WHAT THE EXERCISE ASKS
Take every line containing "dead" out of the records.
-------- DATA FOR THIS EXERCISE
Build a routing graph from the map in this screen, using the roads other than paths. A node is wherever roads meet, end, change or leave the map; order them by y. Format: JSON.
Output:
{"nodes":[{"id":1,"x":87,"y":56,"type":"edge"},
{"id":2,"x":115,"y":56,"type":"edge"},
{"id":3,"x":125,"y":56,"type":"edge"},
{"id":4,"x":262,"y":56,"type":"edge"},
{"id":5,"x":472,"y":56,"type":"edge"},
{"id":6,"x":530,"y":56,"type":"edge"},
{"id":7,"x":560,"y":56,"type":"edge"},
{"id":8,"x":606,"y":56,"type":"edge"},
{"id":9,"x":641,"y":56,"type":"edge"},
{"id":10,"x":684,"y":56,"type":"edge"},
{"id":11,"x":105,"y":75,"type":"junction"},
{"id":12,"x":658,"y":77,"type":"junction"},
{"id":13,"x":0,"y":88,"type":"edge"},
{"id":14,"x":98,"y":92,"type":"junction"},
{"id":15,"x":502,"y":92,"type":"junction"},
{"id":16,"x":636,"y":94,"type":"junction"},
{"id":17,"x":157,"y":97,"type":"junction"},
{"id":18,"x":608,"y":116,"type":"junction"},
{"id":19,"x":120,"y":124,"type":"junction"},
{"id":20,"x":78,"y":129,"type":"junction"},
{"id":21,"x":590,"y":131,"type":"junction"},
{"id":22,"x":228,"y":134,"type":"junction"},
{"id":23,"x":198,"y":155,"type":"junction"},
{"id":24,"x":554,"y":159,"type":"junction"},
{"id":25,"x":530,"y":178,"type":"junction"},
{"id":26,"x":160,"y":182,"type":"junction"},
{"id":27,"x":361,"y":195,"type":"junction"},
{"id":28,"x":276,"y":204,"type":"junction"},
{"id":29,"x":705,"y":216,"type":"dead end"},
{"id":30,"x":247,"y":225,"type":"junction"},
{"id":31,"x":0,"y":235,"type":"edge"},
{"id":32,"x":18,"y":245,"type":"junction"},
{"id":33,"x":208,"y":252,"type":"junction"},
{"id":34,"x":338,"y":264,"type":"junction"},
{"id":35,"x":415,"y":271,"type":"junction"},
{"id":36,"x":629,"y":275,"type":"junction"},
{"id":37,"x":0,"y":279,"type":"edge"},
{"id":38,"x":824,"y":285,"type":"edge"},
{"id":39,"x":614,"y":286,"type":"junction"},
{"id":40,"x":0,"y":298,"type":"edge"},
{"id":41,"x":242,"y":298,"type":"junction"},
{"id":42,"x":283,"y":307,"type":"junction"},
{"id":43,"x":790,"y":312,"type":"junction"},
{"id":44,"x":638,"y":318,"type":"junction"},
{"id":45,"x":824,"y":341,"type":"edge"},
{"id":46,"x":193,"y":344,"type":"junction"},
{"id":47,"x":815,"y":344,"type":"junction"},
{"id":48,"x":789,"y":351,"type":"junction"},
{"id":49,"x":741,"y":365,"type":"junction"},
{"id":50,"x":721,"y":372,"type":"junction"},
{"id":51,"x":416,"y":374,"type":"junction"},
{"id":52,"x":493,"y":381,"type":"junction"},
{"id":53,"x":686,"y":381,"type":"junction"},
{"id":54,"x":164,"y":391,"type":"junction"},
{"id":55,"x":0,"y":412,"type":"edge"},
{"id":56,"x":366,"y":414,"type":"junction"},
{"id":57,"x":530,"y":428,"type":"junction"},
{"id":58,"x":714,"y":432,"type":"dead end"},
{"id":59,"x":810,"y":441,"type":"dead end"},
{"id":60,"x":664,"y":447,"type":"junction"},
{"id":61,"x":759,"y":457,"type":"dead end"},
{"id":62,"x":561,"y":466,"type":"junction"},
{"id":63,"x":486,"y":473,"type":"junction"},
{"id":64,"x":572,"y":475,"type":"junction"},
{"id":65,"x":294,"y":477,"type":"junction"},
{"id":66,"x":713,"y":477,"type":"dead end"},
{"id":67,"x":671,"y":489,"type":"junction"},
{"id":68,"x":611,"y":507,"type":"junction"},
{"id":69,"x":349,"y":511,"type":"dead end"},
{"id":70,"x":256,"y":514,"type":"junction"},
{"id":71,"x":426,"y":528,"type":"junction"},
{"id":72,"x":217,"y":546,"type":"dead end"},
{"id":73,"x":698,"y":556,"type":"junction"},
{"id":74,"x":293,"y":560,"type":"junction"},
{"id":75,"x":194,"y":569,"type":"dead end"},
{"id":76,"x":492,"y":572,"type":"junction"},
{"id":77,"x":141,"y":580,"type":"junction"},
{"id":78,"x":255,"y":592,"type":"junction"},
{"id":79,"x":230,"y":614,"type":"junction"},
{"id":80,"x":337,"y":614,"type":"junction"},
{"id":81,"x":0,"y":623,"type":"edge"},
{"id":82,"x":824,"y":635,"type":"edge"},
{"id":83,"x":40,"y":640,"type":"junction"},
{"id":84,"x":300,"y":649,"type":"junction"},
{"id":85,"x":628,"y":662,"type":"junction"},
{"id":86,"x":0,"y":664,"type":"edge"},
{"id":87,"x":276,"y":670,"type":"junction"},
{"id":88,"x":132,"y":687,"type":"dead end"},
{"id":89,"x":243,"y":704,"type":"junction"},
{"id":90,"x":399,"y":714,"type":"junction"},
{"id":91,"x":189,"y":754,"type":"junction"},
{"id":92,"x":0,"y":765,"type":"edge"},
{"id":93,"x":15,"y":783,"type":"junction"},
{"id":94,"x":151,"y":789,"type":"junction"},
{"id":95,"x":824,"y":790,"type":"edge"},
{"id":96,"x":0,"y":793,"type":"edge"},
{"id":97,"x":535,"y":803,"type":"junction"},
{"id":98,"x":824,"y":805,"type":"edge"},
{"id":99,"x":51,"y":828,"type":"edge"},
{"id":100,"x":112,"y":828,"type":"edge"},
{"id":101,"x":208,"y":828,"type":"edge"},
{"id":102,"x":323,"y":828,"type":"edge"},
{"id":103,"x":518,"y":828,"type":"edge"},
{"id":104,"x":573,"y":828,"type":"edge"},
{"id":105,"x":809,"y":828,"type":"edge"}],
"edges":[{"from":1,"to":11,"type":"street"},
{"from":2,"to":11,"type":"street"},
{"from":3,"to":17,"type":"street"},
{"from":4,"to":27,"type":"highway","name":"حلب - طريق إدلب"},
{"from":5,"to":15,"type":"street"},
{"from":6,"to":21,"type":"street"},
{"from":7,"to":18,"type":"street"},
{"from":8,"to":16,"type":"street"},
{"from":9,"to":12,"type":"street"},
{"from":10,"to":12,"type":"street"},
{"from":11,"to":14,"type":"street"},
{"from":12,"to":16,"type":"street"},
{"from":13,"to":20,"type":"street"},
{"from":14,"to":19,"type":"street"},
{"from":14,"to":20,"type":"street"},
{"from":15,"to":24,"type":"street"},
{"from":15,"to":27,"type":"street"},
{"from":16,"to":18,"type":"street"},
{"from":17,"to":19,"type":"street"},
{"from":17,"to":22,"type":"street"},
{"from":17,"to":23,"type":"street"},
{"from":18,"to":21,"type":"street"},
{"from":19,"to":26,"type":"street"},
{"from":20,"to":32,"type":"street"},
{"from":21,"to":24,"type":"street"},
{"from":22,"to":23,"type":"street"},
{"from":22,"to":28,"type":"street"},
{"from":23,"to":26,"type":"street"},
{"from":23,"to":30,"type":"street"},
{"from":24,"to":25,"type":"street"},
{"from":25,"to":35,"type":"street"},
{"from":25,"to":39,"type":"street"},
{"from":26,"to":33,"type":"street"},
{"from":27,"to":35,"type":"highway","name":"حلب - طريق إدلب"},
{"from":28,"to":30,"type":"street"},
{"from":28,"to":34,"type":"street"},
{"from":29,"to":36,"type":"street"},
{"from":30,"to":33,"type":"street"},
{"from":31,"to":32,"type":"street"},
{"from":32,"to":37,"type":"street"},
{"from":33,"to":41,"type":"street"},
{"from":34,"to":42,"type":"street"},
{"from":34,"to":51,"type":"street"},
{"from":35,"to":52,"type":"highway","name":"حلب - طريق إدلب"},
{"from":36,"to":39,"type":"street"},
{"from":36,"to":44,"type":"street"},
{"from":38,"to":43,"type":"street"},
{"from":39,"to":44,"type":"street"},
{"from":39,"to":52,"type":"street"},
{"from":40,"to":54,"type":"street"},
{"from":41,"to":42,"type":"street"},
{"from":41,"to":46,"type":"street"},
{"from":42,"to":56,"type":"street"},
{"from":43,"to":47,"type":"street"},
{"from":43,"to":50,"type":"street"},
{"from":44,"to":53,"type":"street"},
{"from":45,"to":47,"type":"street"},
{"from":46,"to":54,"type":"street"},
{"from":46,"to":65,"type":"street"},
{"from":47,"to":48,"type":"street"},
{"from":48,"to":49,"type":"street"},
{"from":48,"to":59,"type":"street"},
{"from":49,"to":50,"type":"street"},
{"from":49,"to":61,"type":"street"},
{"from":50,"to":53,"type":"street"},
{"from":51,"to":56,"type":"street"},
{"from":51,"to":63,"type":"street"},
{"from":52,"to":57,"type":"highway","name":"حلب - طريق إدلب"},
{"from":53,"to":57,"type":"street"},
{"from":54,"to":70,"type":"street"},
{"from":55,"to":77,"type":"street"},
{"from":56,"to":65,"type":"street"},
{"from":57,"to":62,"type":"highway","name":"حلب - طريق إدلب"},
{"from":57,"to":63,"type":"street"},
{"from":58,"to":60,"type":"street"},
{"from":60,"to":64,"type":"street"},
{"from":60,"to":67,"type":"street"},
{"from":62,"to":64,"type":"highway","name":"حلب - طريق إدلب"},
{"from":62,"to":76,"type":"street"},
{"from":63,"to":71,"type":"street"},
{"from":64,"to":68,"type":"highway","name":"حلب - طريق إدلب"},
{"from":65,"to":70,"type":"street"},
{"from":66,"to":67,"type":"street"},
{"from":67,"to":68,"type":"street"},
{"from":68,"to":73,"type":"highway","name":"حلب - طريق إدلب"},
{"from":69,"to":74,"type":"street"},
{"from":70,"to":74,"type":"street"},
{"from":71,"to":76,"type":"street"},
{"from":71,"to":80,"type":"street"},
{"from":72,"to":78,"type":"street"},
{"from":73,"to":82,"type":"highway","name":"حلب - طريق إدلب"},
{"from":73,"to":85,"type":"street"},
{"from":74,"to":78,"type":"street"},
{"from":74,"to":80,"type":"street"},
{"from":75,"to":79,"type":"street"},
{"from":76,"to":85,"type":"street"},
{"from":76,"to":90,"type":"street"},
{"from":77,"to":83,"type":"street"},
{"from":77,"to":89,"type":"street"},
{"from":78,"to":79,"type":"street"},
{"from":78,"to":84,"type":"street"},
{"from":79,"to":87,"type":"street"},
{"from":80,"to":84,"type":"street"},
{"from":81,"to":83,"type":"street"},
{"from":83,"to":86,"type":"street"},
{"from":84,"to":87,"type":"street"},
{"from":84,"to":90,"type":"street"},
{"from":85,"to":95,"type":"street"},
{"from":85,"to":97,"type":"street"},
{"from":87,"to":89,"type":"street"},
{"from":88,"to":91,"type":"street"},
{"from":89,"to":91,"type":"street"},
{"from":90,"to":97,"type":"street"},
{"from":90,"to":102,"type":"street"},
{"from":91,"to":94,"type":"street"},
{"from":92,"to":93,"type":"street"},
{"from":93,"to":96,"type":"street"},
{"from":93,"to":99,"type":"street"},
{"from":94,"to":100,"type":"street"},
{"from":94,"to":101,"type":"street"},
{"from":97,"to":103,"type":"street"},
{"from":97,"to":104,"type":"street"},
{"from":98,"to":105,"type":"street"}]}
----------------
EXERCISE SOLUTION
{"id":29,"x":705,"y":216,"type":"dead end"},
{"id":58,"x":714,"y":432,"type":"dead end"},
{"id":59,"x":810,"y":441,"type":"dead end"},
{"id":61,"x":759,"y":457,"type":"dead end"},
{"id":66,"x":713,"y":477,"type":"dead end"},
{"id":69,"x":349,"y":511,"type":"dead end"},
{"id":72,"x":217,"y":546,"type":"dead end"},
{"id":75,"x":194,"y":569,"type":"dead end"},
{"id":88,"x":132,"y":687,"type":"dead end"},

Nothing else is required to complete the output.